Comment prouver l’harcèlement moral au travail ?

Le harcèlement au travail est un phénomène omniprésent dans le quotidien de certains travailleurs. Malgré la répression prévue par la loi, de plus en plus de salariés sont victimes de différents types de harcèlement au travail. Parmi les cas les plus répétés, le harcèlement moral occupe la première place, devant le harcèlement sexuel et les différentes formes de harcèlement moral qui peuvent survenir au travail. Dans la législation française, le harcèlement moral est prévu par les articles L1152-1 du Code du travail. Ces situations ont un impact direct sur les conditions de travail des victimes. Elles sont également dommageables sur la psychologie des travailleurs victimes. Cependant, la question de la preuve constitue un obstacle majeur à la poursuite des auteurs de ces infractions. La question se pose : comment le prouver ?

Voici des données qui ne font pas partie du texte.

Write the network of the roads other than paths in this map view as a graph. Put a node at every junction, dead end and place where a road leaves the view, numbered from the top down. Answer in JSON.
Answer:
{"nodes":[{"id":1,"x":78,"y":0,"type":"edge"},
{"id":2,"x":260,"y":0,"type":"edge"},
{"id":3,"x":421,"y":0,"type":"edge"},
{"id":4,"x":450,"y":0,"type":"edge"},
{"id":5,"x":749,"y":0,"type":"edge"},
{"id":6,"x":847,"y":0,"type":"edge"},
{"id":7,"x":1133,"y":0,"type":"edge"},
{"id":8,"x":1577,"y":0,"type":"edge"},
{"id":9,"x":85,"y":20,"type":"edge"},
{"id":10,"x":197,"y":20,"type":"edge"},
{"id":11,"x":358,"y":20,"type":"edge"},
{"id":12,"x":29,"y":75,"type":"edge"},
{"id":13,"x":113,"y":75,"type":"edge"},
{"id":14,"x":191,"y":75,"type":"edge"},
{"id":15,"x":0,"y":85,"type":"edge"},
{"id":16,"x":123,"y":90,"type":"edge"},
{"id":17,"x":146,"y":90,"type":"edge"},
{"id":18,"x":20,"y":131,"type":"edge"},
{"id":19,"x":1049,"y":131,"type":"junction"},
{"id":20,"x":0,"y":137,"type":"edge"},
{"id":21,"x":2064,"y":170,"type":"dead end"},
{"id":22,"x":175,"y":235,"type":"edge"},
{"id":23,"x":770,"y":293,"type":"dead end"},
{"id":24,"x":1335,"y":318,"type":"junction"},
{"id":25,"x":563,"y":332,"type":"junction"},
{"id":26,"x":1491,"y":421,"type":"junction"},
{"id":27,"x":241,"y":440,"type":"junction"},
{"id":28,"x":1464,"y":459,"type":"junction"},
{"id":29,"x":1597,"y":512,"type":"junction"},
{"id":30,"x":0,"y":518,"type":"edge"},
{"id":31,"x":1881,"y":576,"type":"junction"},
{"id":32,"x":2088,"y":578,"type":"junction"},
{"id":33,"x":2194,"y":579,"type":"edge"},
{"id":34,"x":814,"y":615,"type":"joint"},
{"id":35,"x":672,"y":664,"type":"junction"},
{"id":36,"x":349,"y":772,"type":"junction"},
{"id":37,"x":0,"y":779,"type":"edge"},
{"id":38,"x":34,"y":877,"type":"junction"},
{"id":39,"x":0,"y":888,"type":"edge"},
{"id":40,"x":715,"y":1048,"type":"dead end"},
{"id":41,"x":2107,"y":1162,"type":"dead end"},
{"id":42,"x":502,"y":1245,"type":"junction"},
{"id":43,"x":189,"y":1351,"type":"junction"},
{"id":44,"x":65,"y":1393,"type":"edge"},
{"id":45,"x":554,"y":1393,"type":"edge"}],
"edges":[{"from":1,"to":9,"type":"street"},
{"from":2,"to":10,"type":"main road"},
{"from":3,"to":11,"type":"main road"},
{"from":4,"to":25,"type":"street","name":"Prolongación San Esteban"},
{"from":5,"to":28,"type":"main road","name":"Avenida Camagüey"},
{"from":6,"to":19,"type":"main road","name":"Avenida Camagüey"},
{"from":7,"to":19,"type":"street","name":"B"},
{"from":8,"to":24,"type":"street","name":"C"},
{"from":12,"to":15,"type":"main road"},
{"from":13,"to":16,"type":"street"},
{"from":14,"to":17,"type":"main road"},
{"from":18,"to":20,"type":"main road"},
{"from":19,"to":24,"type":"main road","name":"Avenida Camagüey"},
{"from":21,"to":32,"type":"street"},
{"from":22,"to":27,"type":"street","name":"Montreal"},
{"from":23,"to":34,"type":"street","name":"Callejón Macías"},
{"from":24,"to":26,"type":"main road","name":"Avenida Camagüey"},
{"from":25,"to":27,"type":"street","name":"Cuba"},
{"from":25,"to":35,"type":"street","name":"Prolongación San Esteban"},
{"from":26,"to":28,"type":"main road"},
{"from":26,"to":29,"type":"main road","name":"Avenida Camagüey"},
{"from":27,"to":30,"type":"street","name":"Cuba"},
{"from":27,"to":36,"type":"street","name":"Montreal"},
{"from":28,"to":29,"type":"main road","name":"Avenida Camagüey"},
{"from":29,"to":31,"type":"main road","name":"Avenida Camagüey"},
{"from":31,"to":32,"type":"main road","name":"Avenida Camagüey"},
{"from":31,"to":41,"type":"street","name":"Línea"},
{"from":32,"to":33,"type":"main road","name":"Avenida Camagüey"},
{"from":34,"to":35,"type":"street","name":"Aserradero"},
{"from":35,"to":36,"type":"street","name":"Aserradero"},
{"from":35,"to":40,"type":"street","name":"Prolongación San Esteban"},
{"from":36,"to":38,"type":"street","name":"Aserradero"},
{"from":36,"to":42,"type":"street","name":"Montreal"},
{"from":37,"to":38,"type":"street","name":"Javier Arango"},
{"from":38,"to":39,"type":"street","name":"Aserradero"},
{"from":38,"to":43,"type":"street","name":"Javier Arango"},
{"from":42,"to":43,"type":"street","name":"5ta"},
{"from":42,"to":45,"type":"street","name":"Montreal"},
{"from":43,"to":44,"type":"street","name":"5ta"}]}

Le témoignage des collègues !

Démontrer l’existence d’un harcèlement moral au travail peut s’avérer problématique en termes de preuve. En effet, la charge de la preuve incombe au travailleur qui se dit victime de harcèlement. Dans la majorité des cas, les victimes restent enfermées après avoir subi un tel acte. Le meilleur moyen d’en sortir est de parler à des collègues ou à d’autres personnes en interne. Les victimes peuvent aussi partager les faits avec des amis et des membres de leur famille. Lorsque l’acte se produit, il est toujours recommandé d’informer l’entourage des faits pour le sensibiliser. En plus des personnes citées ci-dessus, il est aussi possible de recourir à l’intervention d’un médecin du travail pour faire face au harcèlement moral vie quotidienne. Dans ce cas, il émettra une présomption d’inaptitude au travail pour cause de harcèlement moral. Cette présomption d’inaptitude va alors renforcer le dossier et servir de preuve en faveur du salarié victime. Le médecin du travail pourra en outre confirmer le témoignage des collègues devant le juge le jour de l’audience. Pour en savoir plus, cliquez sur preuves d’un harcèlement moral au travail

L’erreur à éviter !

Les victimes de mobbing au travail ont souvent tendance à enregistrer les paroles ou les actes de l’employeur et à les utiliser comme preuve. En matière sociale, le salarié est tenu à une obligation de loyauté pour que la preuve soit recevable. Toutefois, dans le cadre d’un enregistrement relatif au harcèlement moral au travail, les victimes procèdent à l’enregistrement à l’insu de l’employeur. Il s’agit d’une pratique purement déloyale. Ainsi, il est fortement déconseillé d’utiliser des enregistrements pour prouver l’existence de mobbing devant un juge. Toutefois, certains cas peuvent être admis devant un tribunal. Cependant, pour que l’enregistrement soit recevable, le salarié victime doit apporter la preuve que l’employeur est au courant qu’il a été enregistré. C’est le cas, par exemple, des propos stockés dans les boîtes aux lettres électroniques personnelles et surtout professionnelles. Les victimes sont par ailleurs invitées à communiquer ce type d’enregistrements à leur entourage afin que celui-ci puisse témoigner de l’existence des faits subis.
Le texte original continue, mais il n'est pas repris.